▶ Work order
Output all entries exactly as they appear and skip the pictures.

(Stored items)
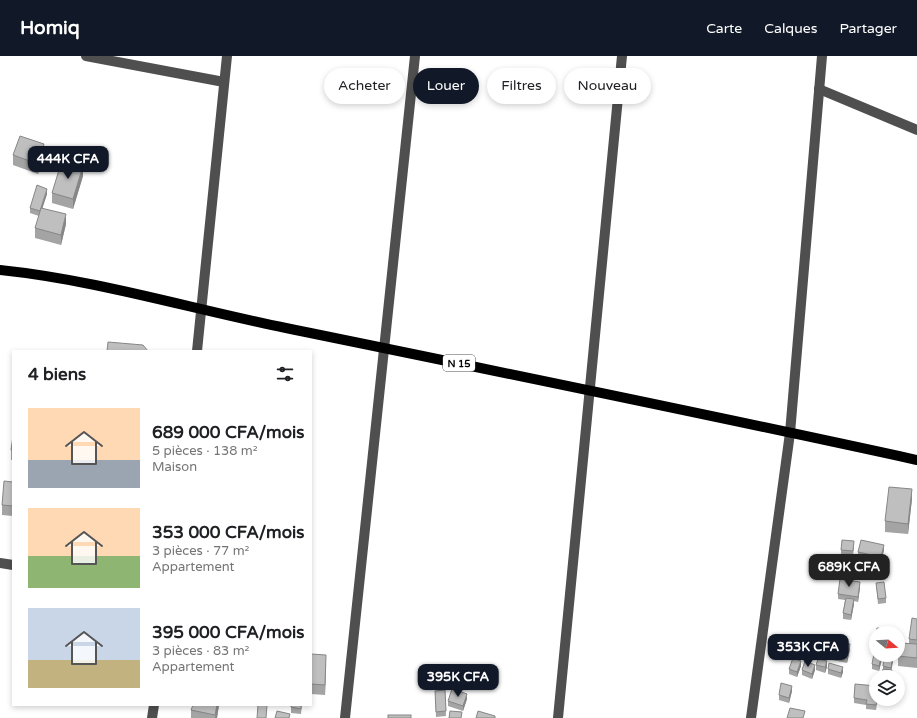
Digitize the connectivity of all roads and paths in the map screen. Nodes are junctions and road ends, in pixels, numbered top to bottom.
1 (86, 56) edge
2 (227, 56) edge
3 (415, 56) edge
4 (622, 56) edge
5 (822, 56) edge
6 (224, 82) junction
7 (819, 89) junction
8 (917, 130) edge
9 (0, 270) edge
10 (203, 309) junction
11 (384, 347) junction
12 (197, 350) edge
13 (590, 391) junction
14 (790, 433) junction
15 (917, 460) edge
16 (0, 563) edge
17 (12, 565) edge
18 (154, 706) edge
19 (152, 718) edge
20 (346, 718) edge
21 (558, 718) edge
22 (751, 718) edge

1 - 6 street
2 - 6 street
3 - 11 street
4 - 13 street
5 - 7 street
6 - 10 street
7 - 8 street
7 - 14 street
9 - 10 main road, N 15
10 - 11 main road, N 15
10 - 12 street
11 - 13 main road, N 15
11 - 20 street
13 - 14 main road, N 15
13 - 21 street
14 - 15 main road, N 15
14 - 22 street
16 - 17 street
18 - 19 street

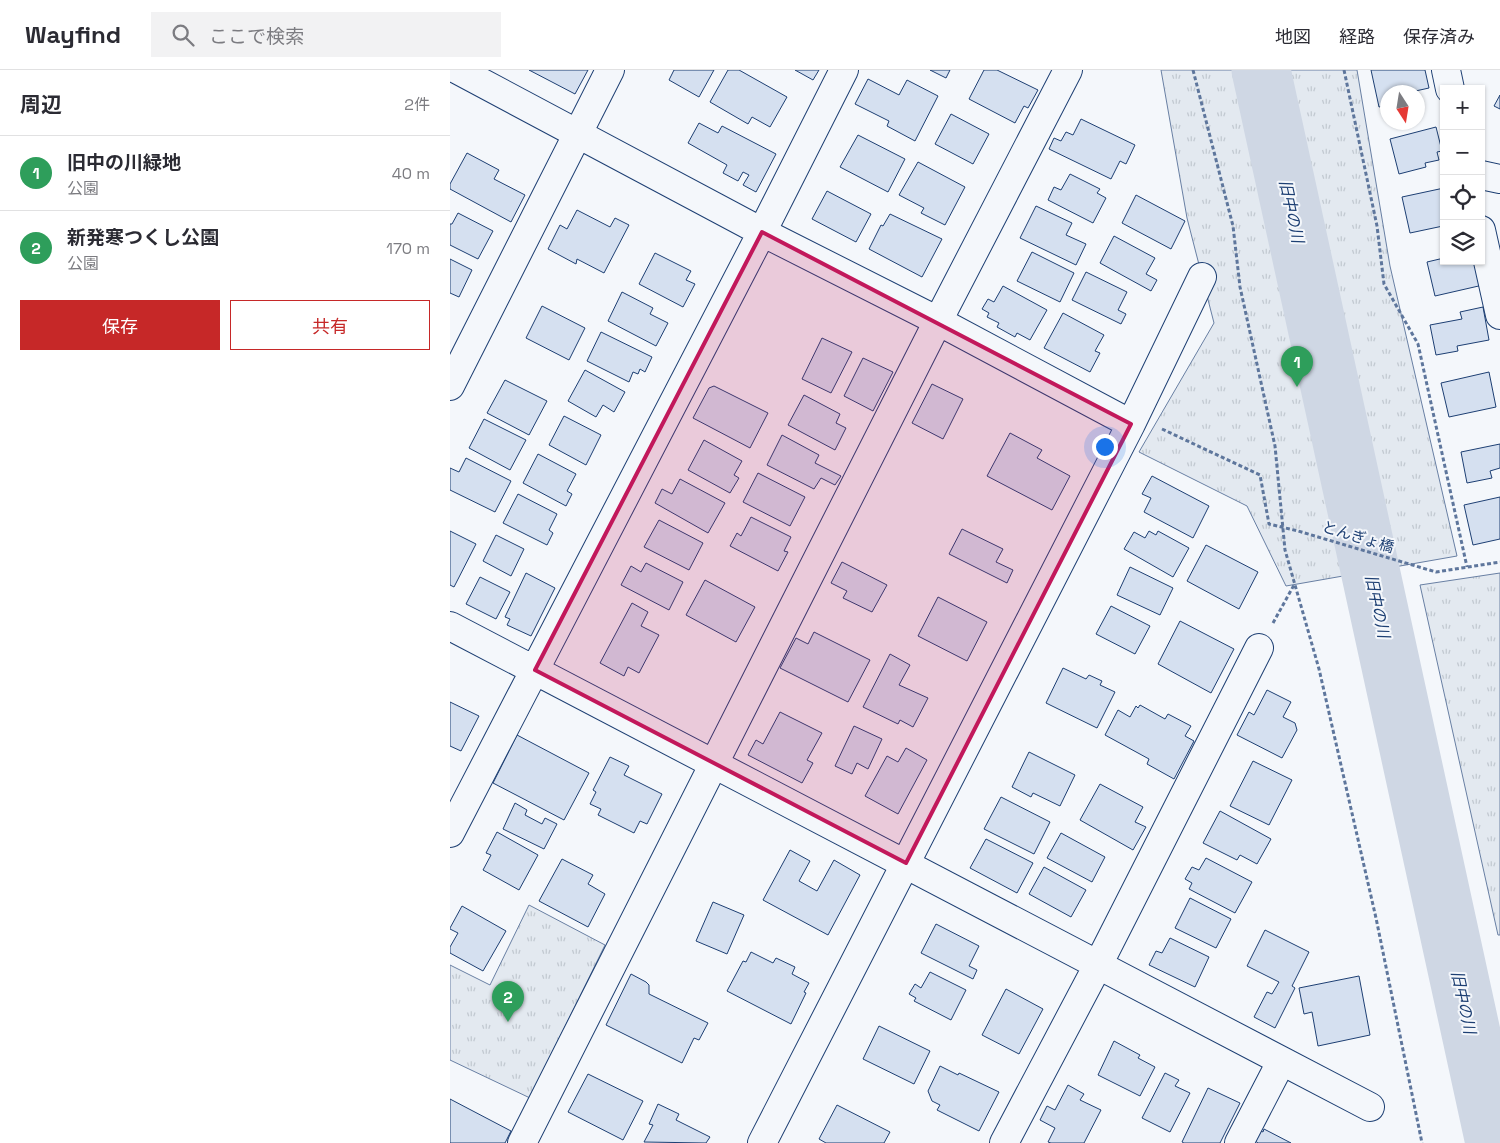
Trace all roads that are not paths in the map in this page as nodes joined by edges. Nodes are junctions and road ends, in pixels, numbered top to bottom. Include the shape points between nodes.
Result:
1 (458, 70) edge
2 (610, 70) edge
3 (844, 70) edge
4 (1068, 70) edge
5 (1446, 70) edge
6 (1449, 85) edge
7 (577, 133) junction
8 (1485, 176) edge
9 (1500, 178) edge
10 (762, 232) junction
11 (1485, 248) edge
12 (1202, 277) dead end
13 (1500, 315) edge
14 (938, 321) junction
15 (450, 386) edge
16 (1144, 425) junction
17 (450, 626) edge
18 (1259, 648) road end
19 (535, 670) junction
20 (715, 764) junction
21 (450, 833) edge
22 (906, 863) junction
23 (1098, 965) junction
24 (1281, 1062) junction
25 (1370, 1107) dead end
26 (1011, 1141) edge
27 (522, 1143) edge
28 (762, 1143) edge
29 (1239, 1143) edge

1 - 7 street
2 - 7 street
3 - 10 street
4 - 14 street
5 - 6 street
7 - 10 street
7 - 15 street
8 - 9 street
10 - 14 street
10 - 19 street
11 - 13 street
12 - 16 street
14 - 16 street
14 - 20 street
16 - 22 street
17 - 19 street
18 - 23 street
19 - 20 street
19 - 21 street
20 - 22 street
20 - 27 street
22 - 23 street
22 - 28 street
23 - 24 street
23 - 26 street
24 - 25 street
24 - 29 street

▶ Output
Digitize the connectivity of all roads and paths in the map screen. Nodes are junctions and road ends, in pixels, numbered top to bottom.
1 (86, 56) edge
2 (227, 56) edge
3 (415, 56) edge
4 (622, 56) edge
5 (822, 56) edge
6 (224, 82) junction
7 (819, 89) junction
8 (917, 130) edge
9 (0, 270) edge
10 (203, 309) junction
11 (384, 347) junction
12 (197, 350) edge
13 (590, 391) junction
14 (790, 433) junction
15 (917, 460) edge
16 (0, 563) edge
17 (12, 565) edge
18 (154, 706) edge
19 (152, 718) edge
20 (346, 718) edge
21 (558, 718) edge
22 (751, 718) edge

1 - 6 street
2 - 6 street
3 - 11 street
4 - 13 street
5 - 7 street
6 - 10 street
7 - 8 street
7 - 14 street
9 - 10 main road, N 15
10 - 11 main road, N 15
10 - 12 street
11 - 13 main road, N 15
11 - 20 street
13 - 14 main road, N 15
13 - 21 street
14 - 15 main road, N 15
14 - 22 street
16 - 17 street
18 - 19 street

Trace all roads that are not paths in the map in this page as nodes joined by edges. Nodes are junctions and road ends, in pixels, numbered top to bottom. Include the shape points between nodes.
Result:
1 (458, 70) edge
2 (610, 70) edge
3 (844, 70) edge
4 (1068, 70) edge
5 (1446, 70) edge
6 (1449, 85) edge
7 (577, 133) junction
8 (1485, 176) edge
9 (1500, 178) edge
10 (762, 232) junction
11 (1485, 248) edge
12 (1202, 277) dead end
13 (1500, 315) edge
14 (938, 321) junction
15 (450, 386) edge
16 (1144, 425) junction
17 (450, 626) edge
18 (1259, 648) road end
19 (535, 670) junction
20 (715, 764) junction
21 (450, 833) edge
22 (906, 863) junction
23 (1098, 965) junction
24 (1281, 1062) junction
25 (1370, 1107) dead end
26 (1011, 1141) edge
27 (522, 1143) edge
28 (762, 1143) edge
29 (1239, 1143) edge

1 - 7 street
2 - 7 street
3 - 10 street
4 - 14 street
5 - 6 street
7 - 10 street
7 - 15 street
8 - 9 street
10 - 14 street
10 - 19 street
11 - 13 street
12 - 16 street
14 - 16 street
14 - 20 street
16 - 22 street
17 - 19 street
18 - 23 street
19 - 20 street
19 - 21 street
20 - 22 street
20 - 27 street
22 - 23 street
22 - 28 street
23 - 24 street
23 - 26 street
24 - 25 street
24 - 29 street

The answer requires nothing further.